1. History: History of bacteremia or fungemia? Underlying medical conditions? Medications? Indwelling catheter? Intravenous drug use? Other risk factors for immunocompromised state?

2. Skin examination for signs of intravenous drug injection.

3. Most clinicians recommend that all patients with fungemia have a complete dilated fundus examination (ideally within 72 hours), as ocular involvement may be asymptomatic. A repeat dilated fundus examination is recommended 2 weeks after the initial negative examination.

4. Blood, urine, and catheter tip fungal cultures; these often need to be repeated several times and may be negative despite ocular candidiasis. Blood cultures may need to be held for a full 7 days to assess for fungal species.

5. Consider vitrectomy to obtain a specimen and remove opacified vitreous. Cultures and smears can confirm the diagnosis. Amphotericin B 5 to 10 µg in 0.1 mL or voriconazole 50 to 100 µg in 0.1 mL is injected into the vitreous cavity after the procedure.

1. Suspected fungal endophthalmitis without a clear source should be considered evidence of a disseminated infection and requires further systemic evaluation and workup.

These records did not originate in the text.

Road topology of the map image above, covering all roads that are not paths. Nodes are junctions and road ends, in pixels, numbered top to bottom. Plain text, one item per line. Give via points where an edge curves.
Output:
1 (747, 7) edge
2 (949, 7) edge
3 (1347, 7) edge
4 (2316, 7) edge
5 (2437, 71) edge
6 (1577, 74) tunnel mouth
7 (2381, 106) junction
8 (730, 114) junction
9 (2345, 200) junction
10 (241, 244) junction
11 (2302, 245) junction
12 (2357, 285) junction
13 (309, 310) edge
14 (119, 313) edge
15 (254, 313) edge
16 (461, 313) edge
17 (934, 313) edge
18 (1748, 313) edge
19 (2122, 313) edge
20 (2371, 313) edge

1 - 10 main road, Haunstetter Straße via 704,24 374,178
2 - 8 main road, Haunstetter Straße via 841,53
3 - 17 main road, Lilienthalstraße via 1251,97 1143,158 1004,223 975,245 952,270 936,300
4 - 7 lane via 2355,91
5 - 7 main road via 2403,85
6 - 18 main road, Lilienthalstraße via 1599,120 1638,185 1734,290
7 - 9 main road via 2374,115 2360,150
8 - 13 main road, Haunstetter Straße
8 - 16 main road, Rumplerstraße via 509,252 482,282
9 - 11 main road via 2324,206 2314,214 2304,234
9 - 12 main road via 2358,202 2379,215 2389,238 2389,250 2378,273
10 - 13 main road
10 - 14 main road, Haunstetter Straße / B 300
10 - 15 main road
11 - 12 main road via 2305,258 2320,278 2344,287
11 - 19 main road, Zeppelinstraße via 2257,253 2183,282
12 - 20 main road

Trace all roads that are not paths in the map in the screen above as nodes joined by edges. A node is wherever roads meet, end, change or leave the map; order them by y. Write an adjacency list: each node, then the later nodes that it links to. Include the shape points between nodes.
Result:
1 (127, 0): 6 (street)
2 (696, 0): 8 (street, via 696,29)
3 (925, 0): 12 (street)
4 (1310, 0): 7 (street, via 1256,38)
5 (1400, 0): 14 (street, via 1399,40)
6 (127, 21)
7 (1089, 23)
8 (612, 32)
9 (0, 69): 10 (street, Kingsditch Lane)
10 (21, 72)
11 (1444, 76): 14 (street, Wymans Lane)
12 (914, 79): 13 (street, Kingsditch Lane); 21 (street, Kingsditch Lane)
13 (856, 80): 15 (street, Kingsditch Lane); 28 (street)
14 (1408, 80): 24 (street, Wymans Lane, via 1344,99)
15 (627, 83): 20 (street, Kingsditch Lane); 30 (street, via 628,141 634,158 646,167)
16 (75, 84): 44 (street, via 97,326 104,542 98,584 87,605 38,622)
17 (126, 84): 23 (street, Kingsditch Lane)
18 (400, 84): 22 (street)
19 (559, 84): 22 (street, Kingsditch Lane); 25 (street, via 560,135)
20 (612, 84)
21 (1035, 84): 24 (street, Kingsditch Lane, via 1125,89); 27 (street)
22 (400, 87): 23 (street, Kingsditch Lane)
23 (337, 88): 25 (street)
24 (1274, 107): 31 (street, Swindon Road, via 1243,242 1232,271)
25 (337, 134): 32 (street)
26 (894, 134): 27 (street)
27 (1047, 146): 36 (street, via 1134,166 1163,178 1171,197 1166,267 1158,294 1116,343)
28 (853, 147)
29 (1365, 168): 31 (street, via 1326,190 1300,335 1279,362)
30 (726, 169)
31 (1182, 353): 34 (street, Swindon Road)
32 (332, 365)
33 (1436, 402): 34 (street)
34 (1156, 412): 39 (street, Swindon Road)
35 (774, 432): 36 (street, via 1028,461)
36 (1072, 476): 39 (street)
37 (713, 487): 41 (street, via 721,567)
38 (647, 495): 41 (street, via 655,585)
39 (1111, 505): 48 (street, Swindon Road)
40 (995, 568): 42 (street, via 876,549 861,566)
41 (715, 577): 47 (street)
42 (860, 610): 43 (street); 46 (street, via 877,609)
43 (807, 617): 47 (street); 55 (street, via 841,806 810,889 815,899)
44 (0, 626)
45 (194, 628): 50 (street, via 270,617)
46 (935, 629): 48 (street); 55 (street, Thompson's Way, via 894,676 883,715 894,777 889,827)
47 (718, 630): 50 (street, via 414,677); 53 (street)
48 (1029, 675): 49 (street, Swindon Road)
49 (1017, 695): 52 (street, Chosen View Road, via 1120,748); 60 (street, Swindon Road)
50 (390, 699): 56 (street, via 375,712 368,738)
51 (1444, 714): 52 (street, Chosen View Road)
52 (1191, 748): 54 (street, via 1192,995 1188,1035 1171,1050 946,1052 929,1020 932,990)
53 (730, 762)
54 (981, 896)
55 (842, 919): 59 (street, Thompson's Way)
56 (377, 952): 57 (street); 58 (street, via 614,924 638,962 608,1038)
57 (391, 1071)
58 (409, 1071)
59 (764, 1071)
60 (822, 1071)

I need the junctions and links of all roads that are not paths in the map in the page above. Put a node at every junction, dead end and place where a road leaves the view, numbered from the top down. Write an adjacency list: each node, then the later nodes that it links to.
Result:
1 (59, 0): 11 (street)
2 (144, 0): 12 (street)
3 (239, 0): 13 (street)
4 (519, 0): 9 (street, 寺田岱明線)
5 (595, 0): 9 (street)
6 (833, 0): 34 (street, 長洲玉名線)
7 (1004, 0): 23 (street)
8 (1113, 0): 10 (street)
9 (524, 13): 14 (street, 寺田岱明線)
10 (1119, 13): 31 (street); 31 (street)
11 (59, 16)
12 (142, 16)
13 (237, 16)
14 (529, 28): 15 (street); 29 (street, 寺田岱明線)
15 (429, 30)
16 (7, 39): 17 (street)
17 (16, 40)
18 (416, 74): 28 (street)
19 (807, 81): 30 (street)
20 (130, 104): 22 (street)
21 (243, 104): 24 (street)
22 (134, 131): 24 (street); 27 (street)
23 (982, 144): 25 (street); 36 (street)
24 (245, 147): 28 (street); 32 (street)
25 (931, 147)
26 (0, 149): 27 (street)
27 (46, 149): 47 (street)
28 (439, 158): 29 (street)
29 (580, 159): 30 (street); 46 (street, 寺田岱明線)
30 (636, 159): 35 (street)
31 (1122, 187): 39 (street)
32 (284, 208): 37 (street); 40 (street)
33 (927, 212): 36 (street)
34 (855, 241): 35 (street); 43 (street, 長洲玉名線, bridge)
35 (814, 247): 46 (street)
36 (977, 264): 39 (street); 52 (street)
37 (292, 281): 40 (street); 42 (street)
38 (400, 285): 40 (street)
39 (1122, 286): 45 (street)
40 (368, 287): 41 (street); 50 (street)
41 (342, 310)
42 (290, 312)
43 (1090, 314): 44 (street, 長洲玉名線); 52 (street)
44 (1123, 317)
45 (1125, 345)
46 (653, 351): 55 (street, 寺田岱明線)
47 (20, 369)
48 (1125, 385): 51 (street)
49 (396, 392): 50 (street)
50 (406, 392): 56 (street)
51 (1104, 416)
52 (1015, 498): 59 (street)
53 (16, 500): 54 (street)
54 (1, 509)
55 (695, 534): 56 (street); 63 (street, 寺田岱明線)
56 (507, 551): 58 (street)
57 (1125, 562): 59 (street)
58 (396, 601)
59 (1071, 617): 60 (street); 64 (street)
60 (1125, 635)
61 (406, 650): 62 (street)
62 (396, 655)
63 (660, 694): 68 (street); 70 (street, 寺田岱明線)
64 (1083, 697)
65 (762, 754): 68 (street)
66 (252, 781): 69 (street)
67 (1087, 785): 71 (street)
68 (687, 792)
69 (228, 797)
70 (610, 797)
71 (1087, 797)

2. Hospitalize all unreliable patients, systemically ill patients, or those with moderate to severe vitreous involvement.

3. An infectious disease specialist should be consulted for systemic workup to evaluate for a source and other sites of involvement.

4. Typically, chorioretinitis without vitreous involvement can be successfully treated with systemic therapy alone with one of the following regimens: Fluconazole 800 mg p.o. loading dose followed by 400 to 800 mg p.o. daily. Alternatively, voriconazole 400 mg i.v. b.i.d. daily for two doses followed by 300 mg i.v. or p.o. b.i.d. may also be considered in fluconazole-resistant species. For fluconazole- and voriconazole-resistant species, liposomal amphotericin B (3 to 5 mg/kg i.v. daily) is recommended. Therapy should be guided by cultures and sensitivities. Other agents that may be used include caspofungin, itraconazole, and micafungin.

5. Intravitreal injection of antifungal agents as above (voriconazole or amphotericin B) if there is vitreous involvement. Depending on the response and location of retinal involvement (anterior versus posterior), injections may be repeated.

6. Topical cycloplegic agent (e.g., atropine 1% b.i.d. to t.i.d.).

7. See 9.7, Uveitic Glaucoma, for IOP control.

1. Patients are seen daily early on. Visual acuity, IOP, and the degree of AC and vitreous inflammation are assessed.

2. Patients receiving azole antifungals require liver function tests every 1 to 2 weeks and as clinically indicated. Patients receiving amphotericin require monitoring of electrolytes, kidney function, and CBC as directed by an infectious disease specialist.